Investigadores relatam problemas nas Ceflans 2 e 4

Servidores dizem que falta de pessoal prejudica trabalho

PUBLICADO EM 03/01/18 - 03h00

Maria lúcia Gontijo

Um dia após a publicação da matéria sobre o déficit de servidores das delegacias mineiras, nos jornais O TEMPO Super Notícia, durante rondas nas Centrais de Flagrantes (Ceflans) 2 e 4 de Belo Horizonte, na manhã de terça-feira (2), funcionários que pediram anonimato disseram que a situação é crítica. “Na Ceflan 4 teria que ter seis investigadores, e temos dois. Mesmo com a demanda baixa nesta época, o serviço atrasa, e quem paga o preço é a população”, disse um dos servidores.

Na Ceflan 2, outro funcionário afirmou que o único delegado que estava escalado não foi trabalhar e estava de atestado médico. “Quem está nos ajudando é o delegado da Ceflan1”, disse. Procurada, a assessoria da Polícia Civil informou em nota que as quatro Ceflans de Belo Horizonte estavam com atendimento normal nesta terça-feira. As unidades funcionam 24 horas todos os dias da semana, e há revezamento de equipes.

“A PCMG esclarece, ainda, que conta com delegados que cobrem férias e afastamentos”, diz o texto. Ainda segundo a nota, em outubro foi autorizada a realização do concurso para o cargo de delegado, com abertura de 76 vagas, e todos os trâmites estão sendo realizados para que o edital seja publicado em breve.

A corporação informou ainda que efetivou mais de mil novos investigadores, médicos-legistas e peritos aprovados nos últimos concursos, número que, segundo a Polícia Civil, já ultrapassou as vagas ofertadas na época do concurso.
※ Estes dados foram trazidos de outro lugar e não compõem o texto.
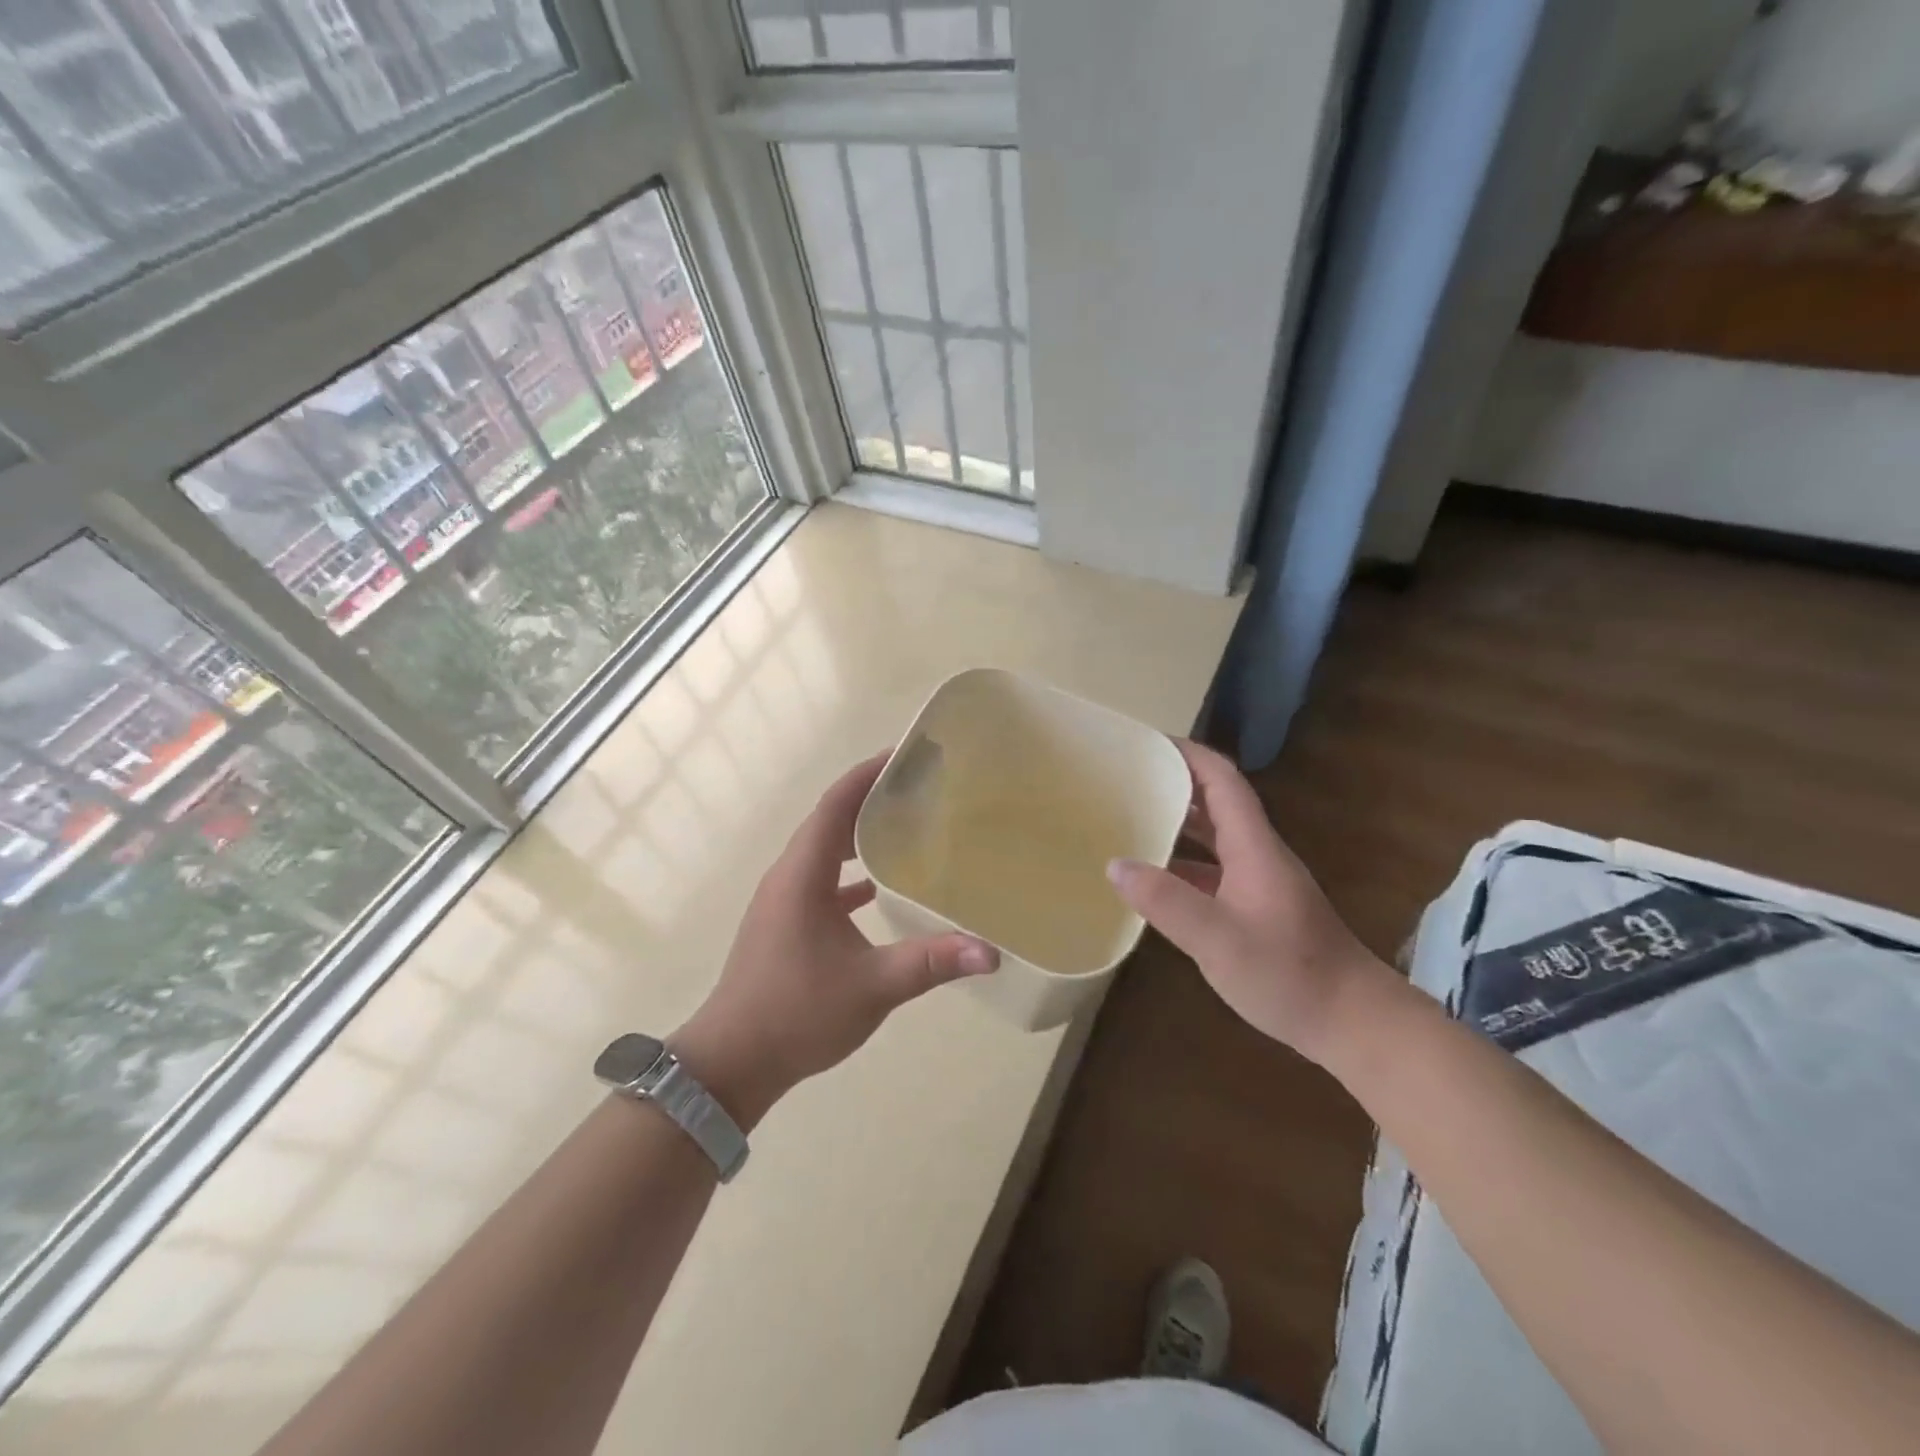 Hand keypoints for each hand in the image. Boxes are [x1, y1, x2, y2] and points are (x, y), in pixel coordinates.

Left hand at [670, 753, 997, 1127]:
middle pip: (830, 820)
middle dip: (870, 797)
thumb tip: (990, 952)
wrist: (732, 1061)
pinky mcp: (785, 922)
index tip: (904, 754)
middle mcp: (788, 876)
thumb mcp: (872, 987)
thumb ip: (931, 963)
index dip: (867, 774)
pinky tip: (878, 886)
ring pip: (824, 850)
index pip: (835, 805)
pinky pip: (821, 880)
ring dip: (858, 833)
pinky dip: (849, 872)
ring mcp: (782, 900)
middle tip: (918, 786)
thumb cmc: (796, 1013)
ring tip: (905, 825)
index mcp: (802, 874)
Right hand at [1106, 739, 1393, 1066]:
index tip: (1147, 742)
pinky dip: (1183, 863)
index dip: (1188, 755)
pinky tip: (1154, 880)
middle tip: (1125, 780)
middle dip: (1173, 784)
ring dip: (1177, 823)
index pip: (1222, 781)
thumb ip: (1166, 902)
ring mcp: (1259, 882)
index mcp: (1253, 847)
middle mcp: (1257, 854)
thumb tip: (1116, 865)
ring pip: (1213, 837)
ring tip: (1129, 820)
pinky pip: (1213, 870)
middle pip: (1215, 802)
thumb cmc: (1290, 973)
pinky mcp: (1257, 908)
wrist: (1353, 1022)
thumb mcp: (1218, 940) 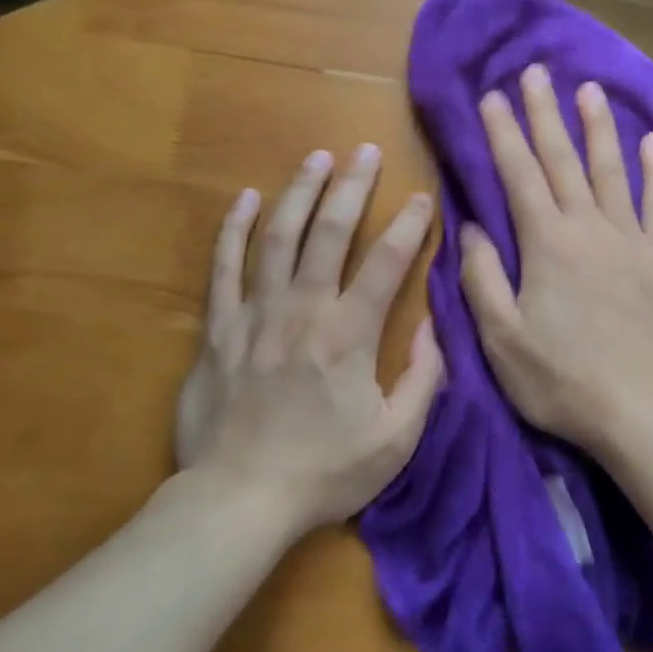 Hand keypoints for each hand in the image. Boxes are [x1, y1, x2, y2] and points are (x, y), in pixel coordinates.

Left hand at [175, 145, 443, 531]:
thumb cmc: (324, 472)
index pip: (387, 263)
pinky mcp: (218, 329)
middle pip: (329, 233)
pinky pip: (224, 268)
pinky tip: (246, 198)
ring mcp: (255, 314)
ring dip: (299, 192)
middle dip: (352, 187)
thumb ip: (424, 378)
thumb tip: (434, 326)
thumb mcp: (396, 439)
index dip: (409, 225)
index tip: (422, 197)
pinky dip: (234, 230)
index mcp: (349, 335)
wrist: (238, 501)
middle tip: (366, 150)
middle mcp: (303, 310)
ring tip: (317, 157)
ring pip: (278, 237)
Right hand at [459, 65, 652, 458]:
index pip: (519, 174)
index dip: (503, 133)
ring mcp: (632, 239)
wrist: (641, 409)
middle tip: (535, 73)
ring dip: (598, 127)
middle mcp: (589, 227)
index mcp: (546, 243)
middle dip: (545, 113)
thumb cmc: (561, 379)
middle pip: (563, 160)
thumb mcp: (501, 337)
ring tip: (589, 89)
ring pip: (612, 170)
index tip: (491, 96)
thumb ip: (482, 277)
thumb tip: (471, 226) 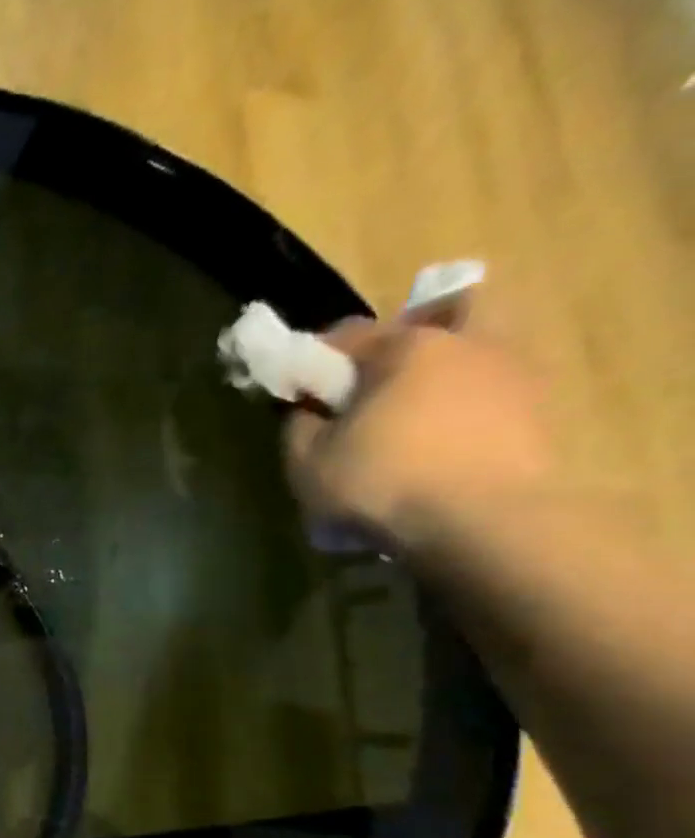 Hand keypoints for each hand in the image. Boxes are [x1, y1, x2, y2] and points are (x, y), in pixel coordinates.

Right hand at [284, 310, 552, 557]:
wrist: (481, 520)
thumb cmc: (380, 481)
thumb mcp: (307, 461)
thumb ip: (299, 426)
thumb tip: (308, 410)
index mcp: (406, 346)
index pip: (346, 335)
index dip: (313, 360)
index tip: (297, 391)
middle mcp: (467, 342)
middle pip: (437, 316)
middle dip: (406, 339)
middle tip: (375, 382)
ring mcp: (513, 372)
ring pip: (472, 353)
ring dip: (442, 374)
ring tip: (411, 419)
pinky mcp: (539, 409)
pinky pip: (491, 392)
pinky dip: (466, 407)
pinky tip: (442, 444) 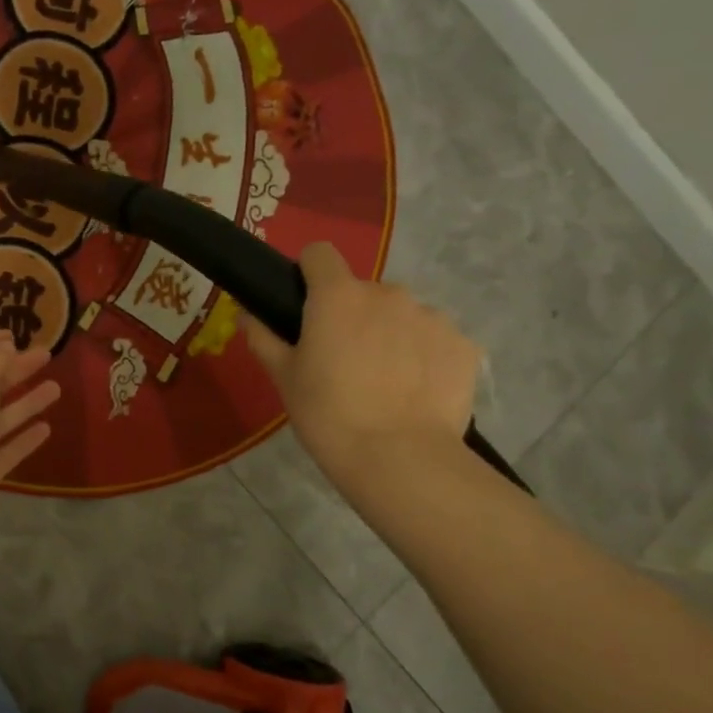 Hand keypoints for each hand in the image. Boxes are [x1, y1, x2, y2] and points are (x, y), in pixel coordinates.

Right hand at [245, 242, 479, 482]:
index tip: (304, 303)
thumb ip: (264, 338)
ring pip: (402, 315)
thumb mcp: (284, 378)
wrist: (399, 458)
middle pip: (363, 291)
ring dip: (390, 334)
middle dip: (352, 314)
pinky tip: (414, 392)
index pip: (320, 254)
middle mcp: (388, 294)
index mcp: (337, 296)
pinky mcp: (464, 345)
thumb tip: (248, 315)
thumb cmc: (328, 413)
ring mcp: (432, 317)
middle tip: (342, 359)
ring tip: (384, 380)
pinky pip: (436, 339)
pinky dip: (423, 356)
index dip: (308, 272)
A corporação reforça que haverá mais nomeações. “Estes policiais civis já estão prestando serviços na circunscrição dos departamentos de todo o Estado”, diz a nota.

Tecnologia

Forças. A Polícia Civil diz que “trabalha em conjunto com as demais forças de segurança e do sistema de Justiça criminal para combater diversos crimes, utilizando-se de tecnologia avançada”.

 

Delegacias não têm efetivo suficiente

Relatório “O Ministério Público e o Controle Externo da Atividade Policial”, realizado pelo Conselho Nacional do Ministério Público e lançado no mês passado, mostra que cerca de 95% das delegacias da Polícia Civil em Minas não possuem a quantidade de servidores considerada necessária para que as investigações e o atendimento ao público sejam feitos de forma eficiente.

O estudo é resultado de vistorias feitas por promotores nas delegacias de polícia de todo o país durante o segundo semestre de 2016. Em Minas, das 700 delegacias da Civil cadastradas, 549 (78,43%) foram visitadas. Desse contingente inspecionado, somente 27 unidades (4,92%) estavam adequadas, considerando-se recursos humanos e infraestrutura.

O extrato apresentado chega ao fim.